── DATASET EXTRACT ──

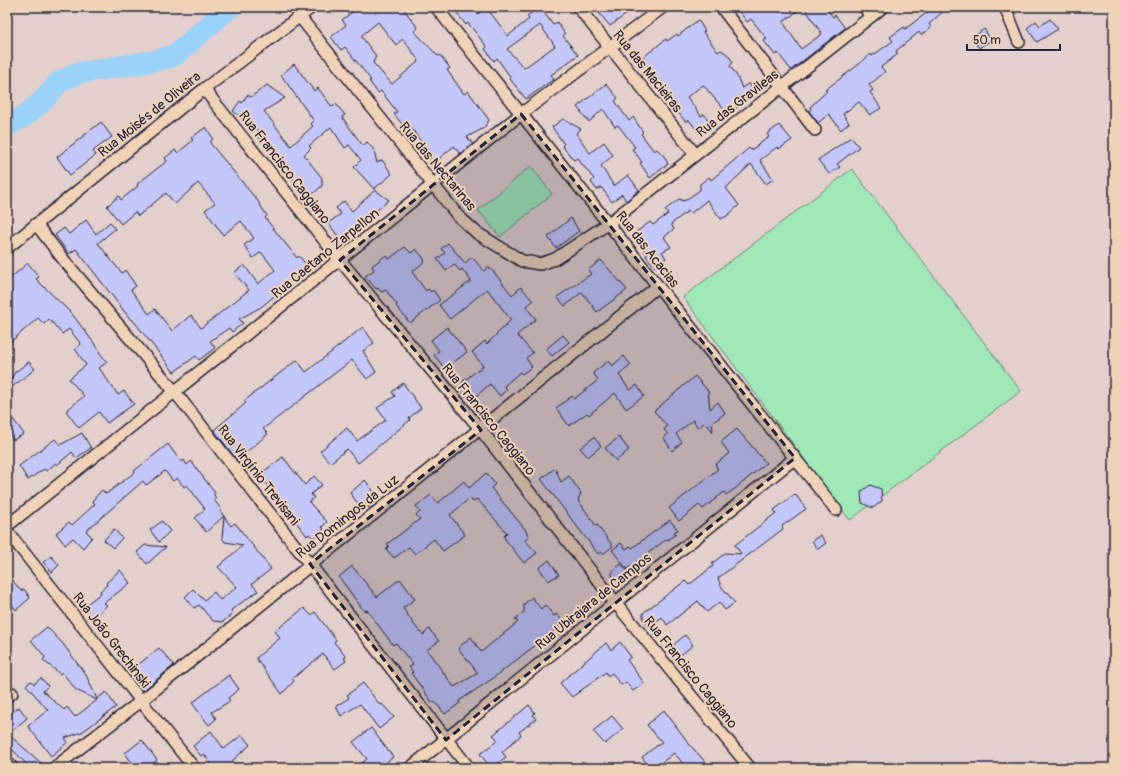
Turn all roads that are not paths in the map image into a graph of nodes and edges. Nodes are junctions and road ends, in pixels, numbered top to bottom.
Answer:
1 (312, 7) edge
2 (436, 7) edge
3 (578, 7) edge
4 (663, 7) edge
5 (721, 7) edge
6 (864, 7) edge
7 (883, 7) edge
8 (1005, 7) edge
9 (300, 16) junction
10 (871, 16) junction
11 (1019, 42) dead end
12 (610, 48) junction
13 (782, 87) junction
14 (204, 89) junction
15 (521, 114) junction
16 (816, 130) dead end
17 (695, 154) junction
18 (433, 186) junction
19 (609, 223) junction
20 (36, 224) junction
21 (7, 248) edge
22 (340, 260) junction
23 (658, 286) junction
24 (175, 392) junction
25 (481, 430) junction
26 (795, 458) junction
27 (836, 510) dead end
28 (7, 526) edge
29 (7, 531) edge
30 (310, 564) junction
31 (615, 602) junction
32 (142, 701) junction
33 (446, 740) junction
34 (7, 761) edge
35 (12, 768) edge
36 (54, 768) edge
37 (194, 768) edge
38 (410, 768) edge
39 (469, 768) edge
40 (750, 768) edge

1 - 9 street, Rua Moisés de Oliveira
2 - 15 street, Rua das Acacias
3 - 12 street, Rua das Macieiras
4 - 12 street, Rua Caetano Zarpellon
5 - 13 street
6 - 10 street
7 - 10 street, Rua das Gravileas
8 - 11 street
9 - 14 street, Rua Moisés de Oliveira
9 - 18 street, Rua das Nectarinas
10 - 13 street, Rua das Gravileas
12 - 15 street, Rua Caetano Zarpellon
12 - 17 street, Rua das Macieiras
13 - 16 street
13 - 17 street, Rua das Gravileas
14 - 20 street, Rua Moisés de Oliveira
14 - 22 street, Rua Francisco Caggiano
15 - 18 street, Rua Caetano Zarpellon
15 - 19 street, Rua das Acacias
17 - 19 street, Rua das Gravileas
18 - 19 street, Rua das Nectarinas
18 - 22 street, Rua Caetano Zarpellon
19 - 23 street, Rua das Acacias
20 - 21 street, Rua Moisés de Oliveira
20 - 24 street, Rua Virgínio Trevisani
22 - 24 street, Rua Caetano Zarpellon
22 - 25 street, Rua Francisco Caggiano
23 - 25 street, Rua Domingos da Luz
23 - 26 street, Rua das Acacias
24 - 28 street, Rua Caetano Zarpellon
24 - 30 street, Rua Virgínio Trevisani
25 - 30 street, Rua Domingos da Luz
25 - 31 street, Rua Francisco Caggiano
26 - 27 street, Rua das Acacias
26 - 31 street, Rua Ubirajara de Campos
29 - 32 street, Rua João Grechinski
30 - 32 street, Rua Domingos da Luz
30 - 33 street, Rua Virgínio Trevisani
31 - 33 street, Rua Ubirajara de Campos
31 - 40 street, Rua Francisco Caggiano
32 - 36 street, Rua Domingos da Luz
32 - 37 street, Rua João Grechinski
33 - 38 street, Rua Ubirajara de Campos
33 - 39 street, Rua Virgínio Trevisani
34 - 35 street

───

■ **EXERCISE**
Every record above must be given again exactly; drop the pictures.

■ **TASK RESULT**
Turn all roads that are not paths in the map image into a graph of nodes and edges. Nodes are junctions and road ends, in pixels, numbered top to bottom.
Answer:
1 (312, 7) edge
2 (436, 7) edge
3 (578, 7) edge
4 (663, 7) edge
5 (721, 7) edge
6 (864, 7) edge
7 (883, 7) edge
8 (1005, 7) edge
9 (300, 16) junction
10 (871, 16) junction
11 (1019, 42) dead end
12 (610, 48) junction
13 (782, 87) junction
14 (204, 89) junction
15 (521, 114) junction
16 (816, 130) dead end
17 (695, 154) junction
18 (433, 186) junction
19 (609, 223) junction
20 (36, 224) junction
21 (7, 248) edge
22 (340, 260) junction
23 (658, 286) junction
24 (175, 392) junction
25 (481, 430) junction
26 (795, 458) junction
27 (836, 510) dead end
28 (7, 526) edge
29 (7, 531) edge
30 (310, 564) junction
31 (615, 602) junction
32 (142, 701) junction
33 (446, 740) junction
34 (7, 761) edge
35 (12, 768) edge
36 (54, 768) edge
37 (194, 768) edge
38 (410, 768) edge
39 (469, 768) edge
40 (750, 768) edge

1 - 9 street, Rua Moisés de Oliveira
2 - 15 street, Rua das Acacias
3 - 12 street, Rua das Macieiras
4 - 12 street, Rua Caetano Zarpellon
5 - 13 street
6 - 10 street
7 - 10 street, Rua das Gravileas
8 - 11 street
9 - 14 street, Rua Moisés de Oliveira
9 - 18 street, Rua das Nectarinas
10 - 13 street, Rua das Gravileas
12 - 15 street, Rua Caetano Zarpellon
12 - 17 street, Rua das Macieiras
13 - 16 street
13 - 17 street, Rua das Gravileas
14 - 20 street, Rua Moisés de Oliveira
14 - 22 street, Rua Francisco Caggiano
15 - 18 street, Rua Caetano Zarpellon
15 - 19 street, Rua das Acacias
17 - 19 street, Rua das Gravileas
18 - 19 street, Rua das Nectarinas
18 - 22 street, Rua Caetano Zarpellon
19 - 23 street, Rua das Acacias
20 - 21 street, Rua Moisés de Oliveira
20 - 24 street, Rua Virgínio Trevisani
22 - 24 street, Rua Caetano Zarpellon
22 - 25 street, Rua Francisco Caggiano
23 - 25 street, Rua Domingos da Luz
23 - 26 street, Rua das Acacias
24 - 28 street, Rua Caetano Zarpellon
24 - 30 street, Rua Virgínio Trevisani
25 - 30 street, Rua Domingos da Luz
25 - 31 street, Rua Francisco Caggiano
26 - 27 street, Rua das Acacias
26 - 31 street, Rua Ubirajara de Campos
29 - 32 street, Rua João Grechinski
30 - 32 street, Rua Domingos da Luz
30 - 33 street, Rua Virgínio Trevisani
31 - 33 street, Rua Ubirajara de Campos
31 - 40 street, Rua Francisco Caggiano
32 - 36 street, Rua Domingos da Luz
32 - 37 street, Rua João Grechinski
33 - 38 street, Rua Ubirajara de Campos
33 - 39 street, Rua Virgínio Trevisani
34 - 35 street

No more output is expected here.